English    Türkçe    فارسی   

6
3253-3277

  • Ev sahibi onun yoluna bütün malını mülkünü kor mevkiini bile onun mevkiine feda eder.
  • Artık ona şükretmek Tanrı’ya şükretmekten ibarettir. Çünkü Tanrı, o ihsan sahibine ihsana eş etmiştir.
  • Buna şükretmemek Tanrı’ya şükretmemektir. Onun hakkı şüphe yok ki Tanrı hakkı demektir. 3255
  • Nimet ve ihsanlarına karşılık Tanrı’ya şükret fakat ihsan edene de şükret, onu da an.
  • Ananın merhameti Tanrı’dandır ama ona kulluk etmek, hizmette bulunmak da hem farzdır, hem de yerinde bir iş.
  • Tanrı işte bu yüzden “ Muhammed’e salavat getirin” dedi. Çünkü Muhammed, inananların dönüp başvurdukları zattır.
  • Tanrı kıyamette kula “ Ne getirdin, sana verdiğim nimetlere karşılık ne yaptın?” der.
  • Kul der ki: Yarabbi sana can ve gönülden şükrettim. Çünkü o rızık ve ekmek, asıl bakımından sendendi. 3260
  • Tanrı der ki: hayır, sana ihsan edene şükretmediğin için bana da şükretmedin.
  • Bir kerem sahibine zulmettin, sitemde bulundun. Halbuki onun yüzünden benim nimetlerime nail olmadın mı?
  • Hâsılı o garip de velinimetinin mezarına gelince ağlayıp inlemeye koyuldu.
  • Dedi ki: ey her yoksulun dayandığı güvendiği zat. Ey himmeti umulan ey yolda kalanların imdadına erişen!
  • Ey rızıklarımız için gam yiyen bizi hatırlayan ey ihsanı, lûtfu, Tanrı rızkı gibi umumi olan! 3265
  • Ey yoksullara aşiret ve ana baba olan ey onlara geçinmek harcanmak ve borçlarını vermek için ana baba gibi yardım eden!
  • Ey deniz gibi yakınlarına inci uzaklarına yağmur hediye eden!
  • Ey güneş, sırtımız senin hararetinle ısınmıştı. Her köşkün parlaklığı sendendi, her yıkık yerin definesi sendin.
  • Kaşının çatıldığını kimsecikler görmemişti ey Mikâil gibi rızık ve azık veren!
  • 3270.Ey gönlü gayb deniziyle birleşmiş, ey ihsanı Kaf dağında gayp Anka’sı kesilmiş zat! 3270
  • İhsan ederken malımdan ne gitti acaba diye aklına bir şeycikler gelmezdi.
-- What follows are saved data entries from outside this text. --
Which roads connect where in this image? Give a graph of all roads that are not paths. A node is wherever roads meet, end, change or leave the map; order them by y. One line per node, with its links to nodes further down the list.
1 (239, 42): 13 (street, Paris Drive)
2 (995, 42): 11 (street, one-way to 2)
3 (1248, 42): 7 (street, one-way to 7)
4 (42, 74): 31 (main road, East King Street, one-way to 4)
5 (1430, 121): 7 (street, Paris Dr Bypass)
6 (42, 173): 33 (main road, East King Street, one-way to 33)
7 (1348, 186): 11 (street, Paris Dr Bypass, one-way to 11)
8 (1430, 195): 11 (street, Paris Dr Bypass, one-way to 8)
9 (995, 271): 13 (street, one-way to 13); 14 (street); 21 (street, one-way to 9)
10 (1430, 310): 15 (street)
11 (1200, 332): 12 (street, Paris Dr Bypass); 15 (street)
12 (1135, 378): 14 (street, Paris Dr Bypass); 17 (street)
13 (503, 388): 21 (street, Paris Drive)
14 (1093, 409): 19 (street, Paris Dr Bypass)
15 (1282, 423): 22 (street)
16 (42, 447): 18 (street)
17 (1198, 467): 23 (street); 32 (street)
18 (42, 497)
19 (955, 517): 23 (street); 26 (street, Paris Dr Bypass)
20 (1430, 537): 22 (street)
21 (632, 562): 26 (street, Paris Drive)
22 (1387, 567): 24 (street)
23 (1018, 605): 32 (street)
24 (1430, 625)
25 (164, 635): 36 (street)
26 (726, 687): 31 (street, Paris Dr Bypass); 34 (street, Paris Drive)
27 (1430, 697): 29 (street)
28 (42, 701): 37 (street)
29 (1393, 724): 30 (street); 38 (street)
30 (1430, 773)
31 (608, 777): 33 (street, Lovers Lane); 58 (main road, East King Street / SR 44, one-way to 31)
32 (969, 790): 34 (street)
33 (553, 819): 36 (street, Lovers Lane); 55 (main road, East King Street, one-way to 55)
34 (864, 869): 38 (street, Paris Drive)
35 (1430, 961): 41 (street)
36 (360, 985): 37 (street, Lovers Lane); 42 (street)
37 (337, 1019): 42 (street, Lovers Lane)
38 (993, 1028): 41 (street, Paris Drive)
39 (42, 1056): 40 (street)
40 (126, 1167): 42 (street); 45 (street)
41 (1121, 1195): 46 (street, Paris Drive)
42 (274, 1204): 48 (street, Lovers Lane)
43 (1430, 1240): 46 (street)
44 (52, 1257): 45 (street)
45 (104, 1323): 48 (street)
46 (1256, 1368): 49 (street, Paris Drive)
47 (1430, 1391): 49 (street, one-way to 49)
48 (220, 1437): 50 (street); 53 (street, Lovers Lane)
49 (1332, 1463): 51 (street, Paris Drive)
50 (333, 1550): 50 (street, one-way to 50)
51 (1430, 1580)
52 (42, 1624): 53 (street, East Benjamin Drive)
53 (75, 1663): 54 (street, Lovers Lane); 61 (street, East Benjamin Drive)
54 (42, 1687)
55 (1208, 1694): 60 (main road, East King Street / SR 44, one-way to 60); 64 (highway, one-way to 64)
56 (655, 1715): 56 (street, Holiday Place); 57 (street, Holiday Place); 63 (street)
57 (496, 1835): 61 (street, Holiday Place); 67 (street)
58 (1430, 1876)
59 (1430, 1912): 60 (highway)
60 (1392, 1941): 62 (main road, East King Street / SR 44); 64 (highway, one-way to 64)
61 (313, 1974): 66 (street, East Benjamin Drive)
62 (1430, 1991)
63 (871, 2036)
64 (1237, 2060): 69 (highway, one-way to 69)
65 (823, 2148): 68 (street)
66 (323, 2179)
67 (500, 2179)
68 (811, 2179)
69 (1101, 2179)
Himmetinin yüce tavanı bir kere olsun yarılmadı senin.
  • Her ay her yıl ben de benim gibi yüzlerce kişi de senin soyun sopun olmuştu âdeta.
  • Paramız, soyumuz, varımız, yoğumuz… Adımız, sanımız, bahtımız, devletimiz sendin.
  • Sen ölmedin, bizim nazımız, bizim devletimiz, bizim gemimiz, bizim verilegelen rızkımız öldü.
  • Sen mecliste de ihsan ve keremde de bir kişiydin ama bine bedeldin. İhsan esnasında yüzlerce Hatem’din âdeta. 3275
  • Hatem, cansız şeyi ölü gönüllü adama verir, sayılı birkaç ceviz ihsan ederdi.
  • Sense her solukta öyle bir hayat bağışlamadasın ki onun güzelliğini anlatmaya ömür yetmez.